From then until the age of 13, I had major difficulty expressing myself, and for a 6-year-old who couldn’t express himself in words, music can be a great savior. I started to show interest in singing, songwriting and playing the keyboard. Soon after, I started to study at the Conservatory of Music in my city. During that year, gig offers started to pour in. I started to sing and do voice-acting for kids’ TV shows, commercials and DVD’s. I lent my voice in dozens of recordings and I remember that as a kid being in a recording studio had a special feeling to it; I’d even call it a sense of sanctity. The fact that I didn’t stutter while singing or voice-acting strengthened my sense of belonging and made me feel in control. I had no choice but to fall in love with it.
With the money I got after a few recording sessions I decided to buy some of my first recording gear. I remember myself sitting for days on end recording myself singing and playing the keyboard; exploring different arrangements, learning how to operate the gear and the software, and becoming excited with every discovery. At the age of 13, my friend gave me his guitar as a gift for my Bar-Mitzvah and I started to teach myself.

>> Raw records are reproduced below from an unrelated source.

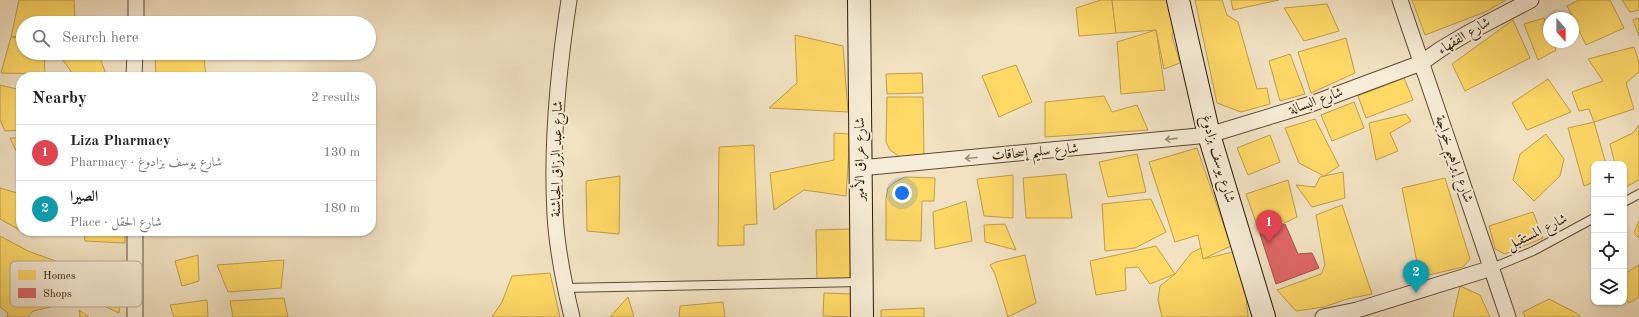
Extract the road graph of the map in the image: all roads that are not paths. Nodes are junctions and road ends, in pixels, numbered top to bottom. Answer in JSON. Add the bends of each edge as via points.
{"nodes":[{"id":1,"x":136,"y":0,"type":"edge"},
{"id":2,"x":569,"y":0,"type":"edge"},
{"id":3,"x":859,"y":0,"type":"edge"},
{"id":4,"x":1178,"y":0,"type":"edge"},
{"id":5,"x":1400,"y":0,"type":"edge"},
{"id":6,"x":1531,"y":0,"type":"edge"},
{"id":7,"x":136,"y":16,"type":"edge"},
{"id":8,"x":135,"y":60,"type":"edge"},
{"id":9,"x":1421,"y":63,"type":"junction"},
{"id":10,"x":134,"y":72,"type":"edge"},
{"id":11,"x":1209,"y":135,"type":"junction"},
{"id":12,"x":860,"y":168,"type":"junction"},
{"id":13,"x":1639,"y":194,"type":"edge"},
{"id":14,"x":1627,"y":200,"type":"edge"},
{"id":15,"x":1591,"y":220,"type":"edge"},
{"id":16,"x":135,"y":236,"type":"edge"},
{"id":17,"x":135,"y":261,"type":"edge"},
{"id":18,"x":1492,"y":268,"type":"junction"},
{"id":19,"x":861,"y":282,"type":"junction"},
{"id":20,"x":565,"y":288,"type":"junction"},
{"id":21,"x":572,"y":317,"type":"edge"},
{"id":22,"x":862,"y":317,"type":"edge"},
{"id":23,"x":1264,"y":317,"type":"edge"},
{"id":24,"x":1323,"y":317,"type":"edge"},
{"id":25,"x":1508,"y":317,"type":"edge"}],
"edges":[{"from":1,"to":7,"type":"street"},
{"from":2,"to":20,"type":"street","name":"شارع عبد الرزاق الحباشنة","via":[[556,122],[554,171],[555,216]]},
{"from":3,"to":12,"type":"main road","name":"شارع عراق الأمير"},
{"from":4,"to":11,"type":"main road","name":"شارع يوسف بزادوغ"},
{"from":5,"to":9,"type":"street","name":"شارع إبراهيم خواجة"},
{"from":6,"to":9,"type":"street","name":"شارع الفقهاء","via":[[1468,32]]},
{"from":8,"to":10,"type":"street"},
{"from":9,"to":11,"type":"street","name":"شارع البسالة","via":[[1311,104]]},
{"from":9,"to":18,"type":"street","name":"شارع إبراهيم خواجة"},
{"from":11,"to":12,"type":"street","name":"شارع سليم إسحاقات","one_way":true},
{"from":11,"to":23,"type":"main road","name":"شارع يوسف بزادوغ"},
{"from":12,"to":19,"type":"main road","name":"شارع عراق الأمير"},
{"from":13,"to":14,"type":"lane"},
{"from":15,"to":18,"type":"lane","name":"شارع المستقبل"},
{"from":16,"to":17,"type":"street"},
{"from":18,"to":24,"type":"street","via":[[1357,310]]},
{"from":18,"to":25,"type":"street","name":"شارع إبراهيم خواجة"},
{"from":19,"to":20,"type":"lane"},
{"from":19,"to":22,"type":"main road","name":"شارع عراق الأمير"},
{"from":20,"to":21,"type":"street","name":"شارع عبد الرزاق الحباشنة"}]}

Since then I was privileged to perform on dozens of stages in and outside of Israel, making arrangements for top-of-the-line Israeli artists, and producing music in my home studio, which naturally got more and more well-equipped over the years. In 2016, after two years studying music production at the Rimon School of Music, I got a prestigious scholarship to the Berklee College of music, where I majored in Music Production and Audio Engineering. After graduation from Berklee, I moved to Los Angeles to work on original music. This is what I am up to these days.
We’re always bombarded by how great it is to pursue your passion, etc – but we’ve spoken with enough people to know that it’s not always easy. Overall, would you say things have been easy for you?

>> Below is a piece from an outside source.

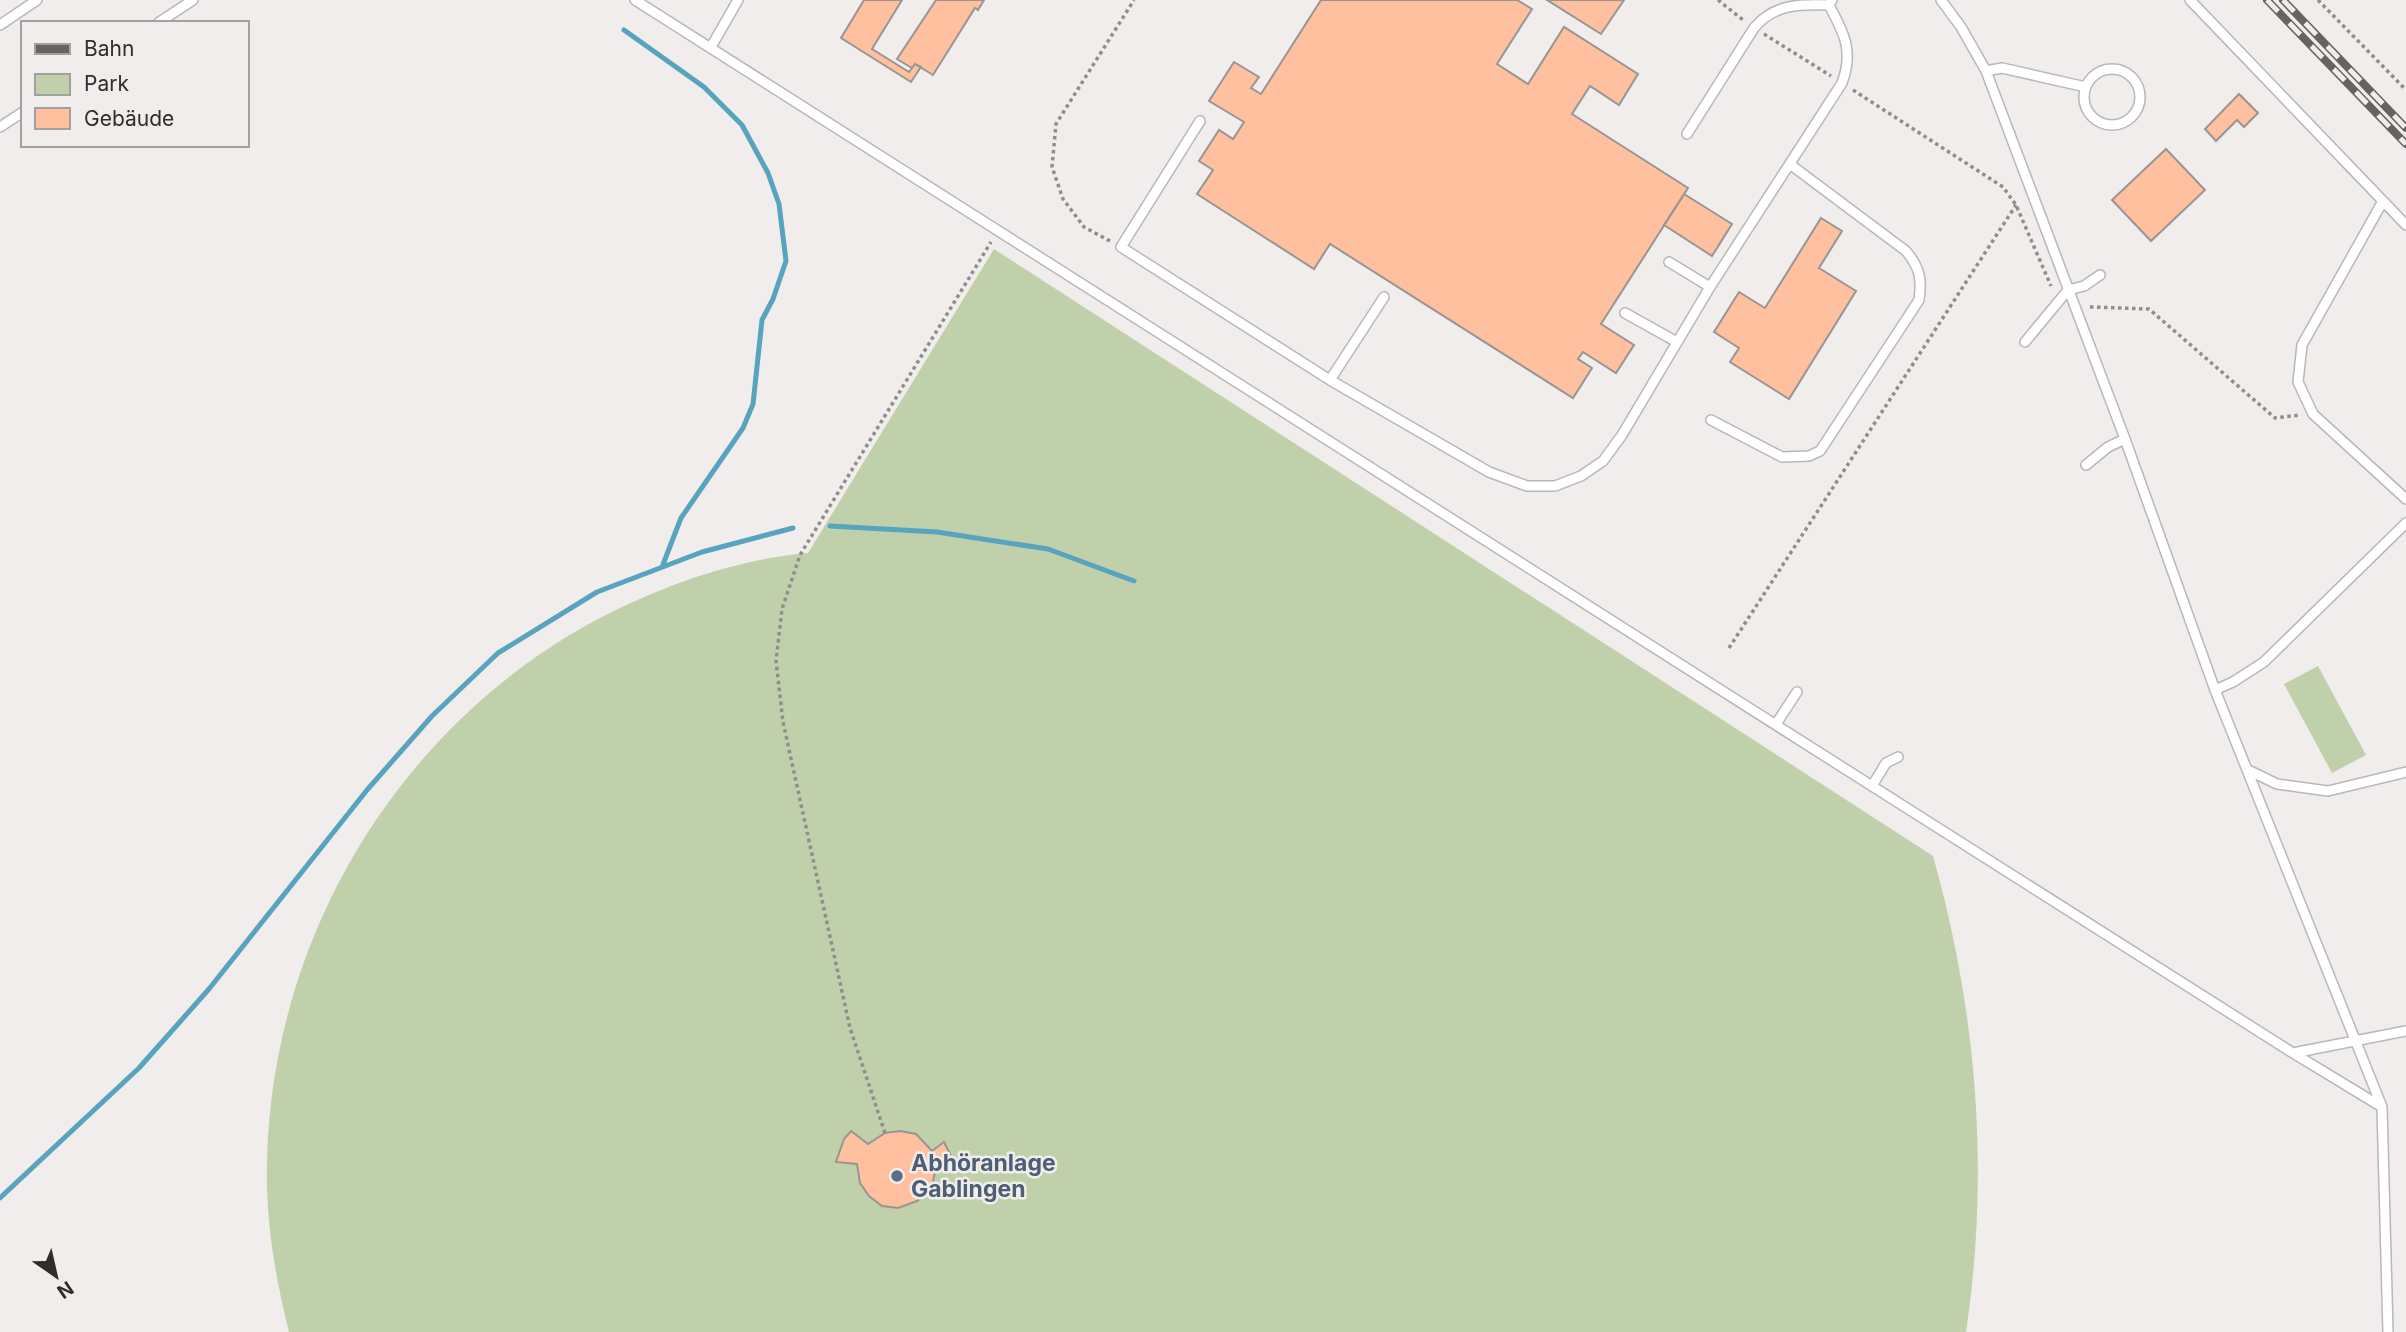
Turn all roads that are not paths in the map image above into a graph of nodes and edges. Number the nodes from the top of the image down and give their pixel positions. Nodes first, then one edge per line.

I like to think that as a kid, things went pretty smooth for me. I suppose I was doing a good job because the gigs kept coming in, even though my parents were never the pushy type. Being an adult singer-songwriter and producer is a whole other story. I no longer have the freedom to wait for the next phone call. Nobody is waiting for me, and I know that if I don’t focus on my art nothing is going to happen. I had to learn that on my own the hard way. The next challenge, naturally, was moving to the states. Before I moved, I realized that I would need to kind of start my life over again, but that didn’t help prevent the surprise effect. I had to get used to living on my own and taking care of myself, in a totally new environment and in a language that is not my native tongue. With that being said, today I think that everybody should go and live in a foreign country for a few months or years. Getting out of your bubble in that way is worth more than 12 years of primary education.
We’d love to hear more about your work and what you are currently focused on. What else should we know?
As a musician – especially as a music producer – every piece of music is supposed to tell a story. Just like in every good story, all the elements should correspond with each other impeccably. The “right” combination of lyrics, melody, harmony, sounds, arrangement and even mixing(!) is what grips and is most inspiring to me. Since I’ve been doing all these things from a very young age, I want to believe that I have a wider perspective than other musicians in my age, and that serves me well while working on new songs.
What were you like growing up?
I love performing on the stage as much as I love to work on new music in the studio, and I plan to find a way to spend my time doing both. Lately, I’ve been working on other people’s music, which I really love doing. But when the time comes I see myself focusing more on my original music in this beautiful city of angels. I still don’t know what the new materials would sound like, but I’m eager to figure that out!